** GOAL OF THE EXERCISE **
Set every entry down again precisely.

(Collected data entries)
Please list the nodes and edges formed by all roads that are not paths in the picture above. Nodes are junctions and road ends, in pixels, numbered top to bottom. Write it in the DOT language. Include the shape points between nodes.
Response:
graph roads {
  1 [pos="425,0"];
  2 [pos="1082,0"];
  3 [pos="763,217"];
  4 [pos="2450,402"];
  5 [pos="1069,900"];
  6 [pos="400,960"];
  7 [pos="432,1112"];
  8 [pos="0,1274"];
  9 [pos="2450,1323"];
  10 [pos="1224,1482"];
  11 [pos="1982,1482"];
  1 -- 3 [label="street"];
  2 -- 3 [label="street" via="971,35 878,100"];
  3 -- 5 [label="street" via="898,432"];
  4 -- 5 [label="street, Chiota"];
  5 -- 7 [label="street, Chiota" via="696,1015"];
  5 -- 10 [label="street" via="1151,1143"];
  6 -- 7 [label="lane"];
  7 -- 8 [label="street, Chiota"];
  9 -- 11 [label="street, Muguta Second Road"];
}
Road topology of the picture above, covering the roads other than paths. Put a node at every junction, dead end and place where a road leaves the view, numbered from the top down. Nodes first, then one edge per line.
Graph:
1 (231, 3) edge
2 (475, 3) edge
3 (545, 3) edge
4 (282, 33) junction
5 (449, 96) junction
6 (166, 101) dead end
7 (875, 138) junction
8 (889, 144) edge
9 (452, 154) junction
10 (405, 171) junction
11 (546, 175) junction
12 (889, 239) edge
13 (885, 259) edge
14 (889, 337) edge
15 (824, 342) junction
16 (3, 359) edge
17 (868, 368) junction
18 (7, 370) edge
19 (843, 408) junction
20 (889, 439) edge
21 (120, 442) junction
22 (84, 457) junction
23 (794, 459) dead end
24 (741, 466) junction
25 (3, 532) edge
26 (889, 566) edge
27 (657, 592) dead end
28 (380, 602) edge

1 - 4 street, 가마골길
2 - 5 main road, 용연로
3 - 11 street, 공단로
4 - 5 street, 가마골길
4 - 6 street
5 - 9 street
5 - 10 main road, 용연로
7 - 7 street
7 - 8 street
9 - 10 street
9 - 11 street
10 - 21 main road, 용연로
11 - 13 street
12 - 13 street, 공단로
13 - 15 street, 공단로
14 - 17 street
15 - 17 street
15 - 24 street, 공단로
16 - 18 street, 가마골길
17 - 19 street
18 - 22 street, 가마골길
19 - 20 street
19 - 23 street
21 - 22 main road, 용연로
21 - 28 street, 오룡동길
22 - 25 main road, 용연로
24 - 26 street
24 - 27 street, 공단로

** ANSWER **
Please list the nodes and edges formed by all roads that are not paths in the picture above. Nodes are junctions and road ends, in pixels, numbered top to bottom. Write it in the DOT language. Include the shape points between nodes.
Response:
graph roads {
  1 [pos="425,0"];
  2 [pos="1082,0"];
  3 [pos="763,217"];
  4 [pos="2450,402"];
  5 [pos="1069,900"];
  6 [pos="400,960"];
  7 [pos="432,1112"];
  8 [pos="0,1274"];
  9 [pos="2450,1323"];
  10 [pos="1224,1482"];
  11 [pos="1982,1482"];
  1 -- 3 [label="street"];
  2 -- 3 [label="street" via="971,35 878,100"];
  3 -- 5 [label="street" via="898,432"];
  4 -- 5 [label="street, Chiota"];
  5 -- 7 [label="street, Chiota" via="696,1015"];
  5 -- 10 [label="street" via="1151,1143"];
  6 -- 7 [label="lane"];
  7 -- 8 [label="street, Chiota"];
  9 -- 11 [label="street, Muguta Second Road"];
}
Road topology of the picture above, covering the roads other than paths. Put a node at every junction, dead end and place where a road leaves the view, numbered from the top down. Nodes first, then one edge per line.
Graph:
1 (231, 3) edge
2 (475, 3) edge
3 (545, 3) edge
4 (282, 33) junction
5 (449, 96) junction
6 (166, 101) dead end
7 (875, 138) junction
8 (889, 144) edge
9 (452, 154) junction
10 (405, 171) junction
11 (546, 175) junction
12 (889, 239) edge
13 (885, 259) edge
14 (889, 337) edge
15 (824, 342) junction
16 (3, 359) edge
17 (868, 368) junction
18 (7, 370) edge
19 (843, 408) junction
20 (889, 439) edge
21 (120, 442) junction
22 (84, 457) junction
23 (794, 459) dead end
24 (741, 466) junction
25 (3, 532) edge
26 (889, 566) edge
27 (657, 592) dead end
28 (380, 602) edge

1 - 4 street, 가마골길
2 - 5 main road, 용연로
3 - 11 street, 공단로
4 - 5 street, 가마골길
4 - 6 street
5 - 9 street
5 - 10 main road, 용연로
7 - 7 street
7 - 8 street
9 - 10 street
9 - 11 street
10 - 21 main road, 용연로
11 - 13 street
12 - 13 street, 공단로
13 - 15 street, 공단로
14 - 17 street
15 - 17 street
15 - 24 street, 공단로
16 - 18 street, 가마골길
17 - 19 street
18 - 22 street, 가마골길
19 - 20 street
19 - 23 street
21 - 22 main road, 용연로
21 - 28 street, 오룡동길
22 - 25 main road, 용연로
24 - 26 street
24 - 27 street, 공단로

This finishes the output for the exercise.